_Extracted material_:
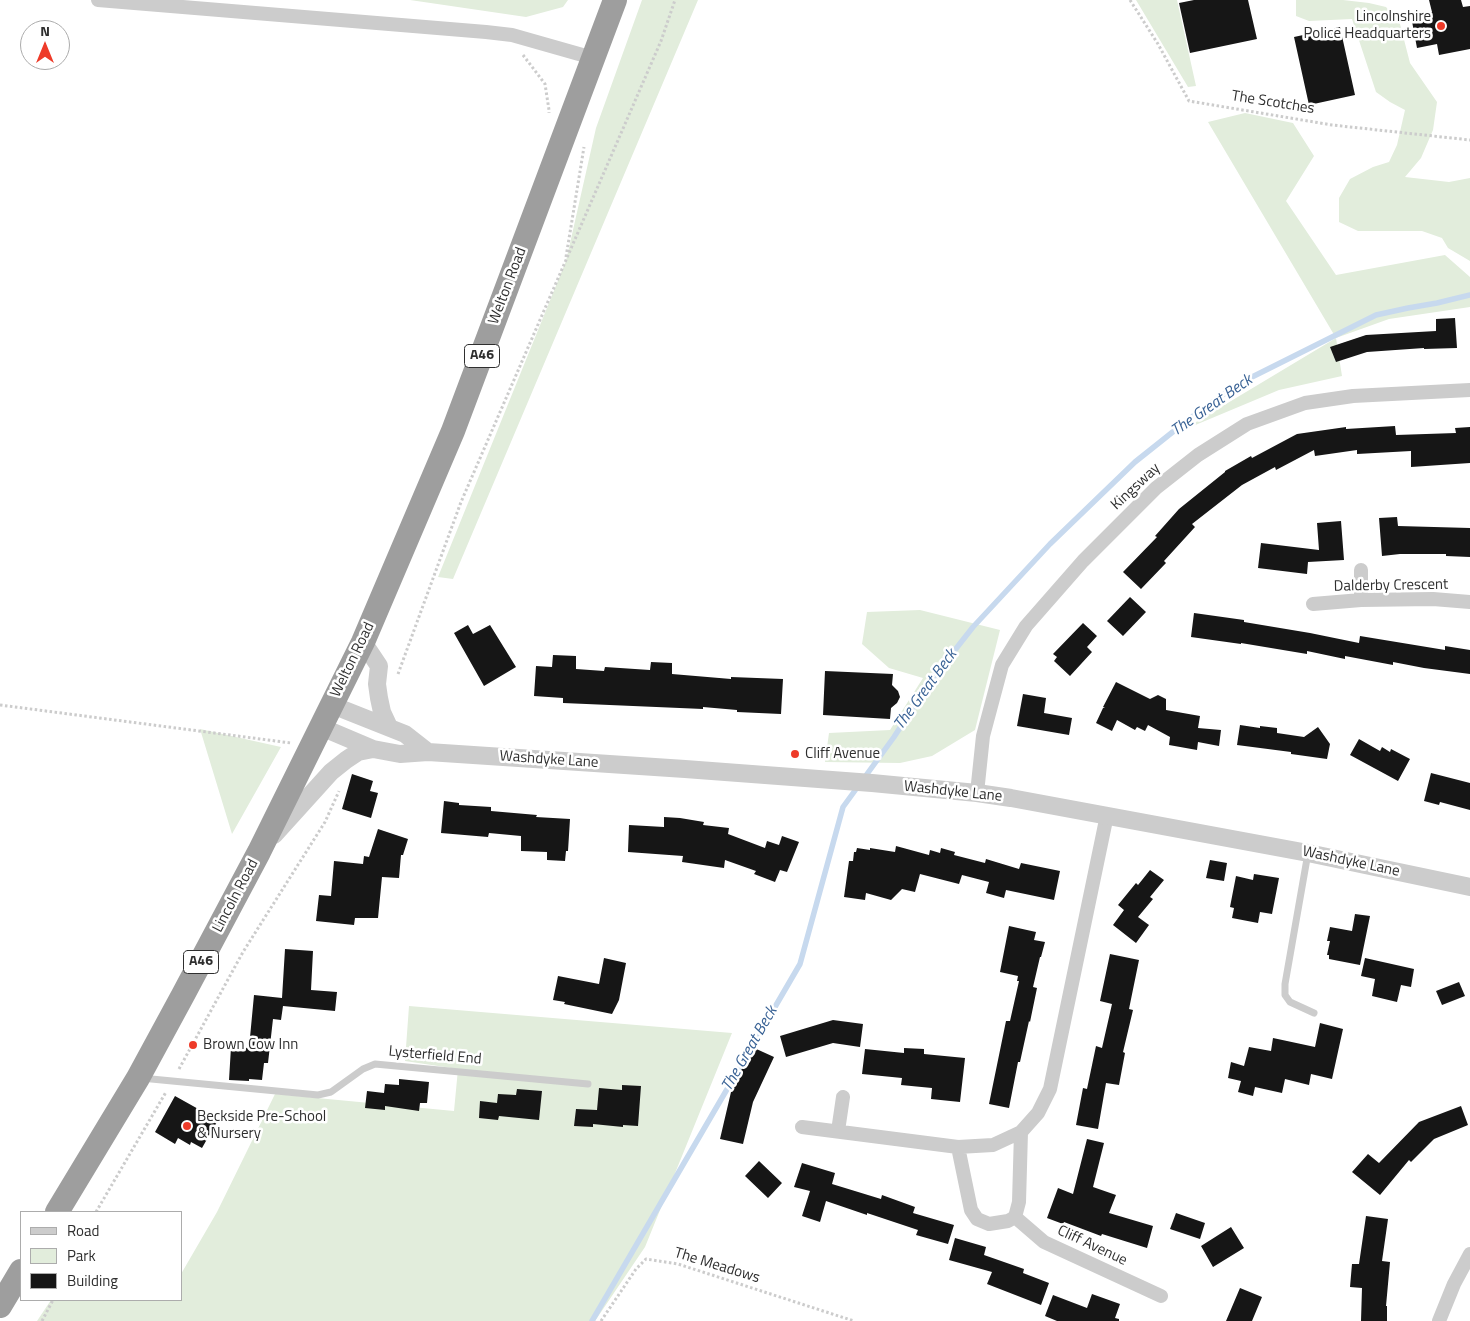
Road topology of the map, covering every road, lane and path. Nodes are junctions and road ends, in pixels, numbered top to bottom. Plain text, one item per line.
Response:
1 (98, 0) edge
2 (615, 0) edge
3 (675, 0) edge
4 (1130, 0) edge
5 (593, 58) junction
6 (1470, 140) edge
7 (1470, 390) edge
8 (1362, 570) dead end
9 (1361, 600) junction
10 (1470, 602) edge
11 (1313, 604) dead end
12 (363, 642) junction
13 (402, 663) dead end
14 (0, 705) edge
15 (332, 705) junction
16 (389, 727) junction
17 (317, 736) junction
18 (373, 749) junction
19 (428, 752) junction
20 (977, 793) junction
21 (1107, 815) junction
22 (325, 822) dead end
23 (259, 852) junction
24 (1308, 853) junction
25 (1470, 888) edge
26 (1314, 1013) dead end
27 (138, 1078) junction
28 (172, 1081) junction
29 (588, 1084) dead end
30 (843, 1097) dead end
31 (802, 1127) dead end
32 (838, 1131) junction
33 (1021, 1132) junction
34 (958, 1147) junction
35 (58, 1211) edge
36 (97, 1211) edge
37 (1015, 1217) junction
38 (1470, 1254) edge
39 (20, 1273) edge
40 (1161, 1296) dead end
41 (52, 1301) edge
42 (0, 1306) edge
43 (42, 1321) edge
44 (601, 1321) edge
45 (854, 1321) edge
46 (1439, 1321) edge

1 - 5 street
2 - 5 highway, Welton Road / A46
3 - 13 path
4 - 6 path, The Scotches
5 - 12 highway, Welton Road / A46
7 - 20 street, Kingsway
8 - 9 street
9 - 10 street, Dalderby Crescent
9 - 11 street, Dalderby Crescent
12 - 15 highway, Welton Road / A46
12 - 16 street
14 - 17 path
15 - 16 street
15 - 17 highway, Lincoln Road / A46
16 - 19 street
17 - 18 street, Washdyke Lane
17 - 23 highway, Lincoln Road / A46
18 - 19 street, Washdyke Lane
18 - 23 street
19 - 20 street, Washdyke Lane
20 - 21 street, Washdyke Lane
21 - 24 street, Washdyke Lane
21 - 33 street
22 - 28 path
23 - 27 highway, Lincoln Road / A46
24 - 25 street, Washdyke Lane
24 - 26 lane
27 - 28 lane, Lysterfield End
27 - 35 highway, Lincoln Road / A46
28 - 29 lane, Lysterfield End
28 - 36 path
30 - 32 street
31 - 32 street
32 - 34 street
33 - 34 street
33 - 37 street
34 - 37 street
37 - 40 street, Cliff Avenue
38 - 46 street
39 - 42 highway
41 - 43 path
44 - 45 path, The Meadows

_Task objective_:
Each record, word for word, should be printed again without its pictures.

_Response to this exercise_:
Road topology of the map, covering every road, lane and path. Nodes are junctions and road ends, in pixels, numbered top to bottom. Plain text, one item per line.
Response:
1 (98, 0) edge
2 (615, 0) edge
3 (675, 0) edge
4 (1130, 0) edge
5 (593, 58) junction
6 (1470, 140) edge
7 (1470, 390) edge
8 (1362, 570) dead end
9 (1361, 600) junction
10 (1470, 602) edge
11 (1313, 604) dead end
12 (363, 642) junction
13 (402, 663) dead end
14 (0, 705) edge
15 (332, 705) junction
16 (389, 727) junction
17 (317, 736) junction
18 (373, 749) junction
19 (428, 752) junction
20 (977, 793) junction
21 (1107, 815) junction
22 (325, 822) dead end
23 (259, 852) junction
24 (1308, 853) junction
25 (1470, 888) edge
26 (1314, 1013) dead end
27 (138, 1078) junction
28 (172, 1081) junction
29 (588, 1084) dead end
30 (843, 1097) dead end
31 (802, 1127) dead end
32 (838, 1131) junction
33 (1021, 1132) junction
34 (958, 1147) junction
35 (58, 1211) edge
36 (97, 1211) edge
37 (1015, 1217) junction
38 (1470, 1254) edge
39 (20, 1273) edge
40 (1161, 1296) dead end
41 (52, 1301) edge
42 (0, 1306) edge
43 (42, 1321) edge
44 (601, 1321) edge
45 (854, 1321) edge
46 (1439, 1321) edge

1 - 5 street
2 - 5 highway, Welton Road / A46
3 - 13 path
4 - 6 path, The Scotches
5 - 12 highway, Welton Road / A46
7 - 20 street, Kingsway
8 - 9 street
9 - 10 street, Dalderby Crescent
9 - 11 street, Dalderby Crescent
12 - 15 highway, Welton Road / A46
12 - 16 street
14 - 17 path
15 - 16 street
15 - 17 highway, Lincoln Road / A46
16 - 19 street
17 - 18 street, Washdyke Lane
17 - 23 highway, Lincoln Road / A46
18 - 19 street, Washdyke Lane
18 - 23 street
19 - 20 street, Washdyke Lane
20 - 21 street, Washdyke Lane
21 - 24 street, Washdyke Lane
21 - 33 street
22 - 28 path
23 - 27 highway, Lincoln Road / A46
24 - 25 street, Washdyke Lane
24 - 26 lane
27 - 28 lane, Lysterfield End
27 - 35 highway, Lincoln Road / A46
28 - 29 lane, Lysterfield End
28 - 36 path
30 - 32 street
31 - 32 street
32 - 34 street
33 - 34 street
33 - 37 street
34 - 37 street
37 - 40 street, Cliff Avenue
38 - 46 street
39 - 42 highway
41 - 43 path
44 - 45 path, The Meadows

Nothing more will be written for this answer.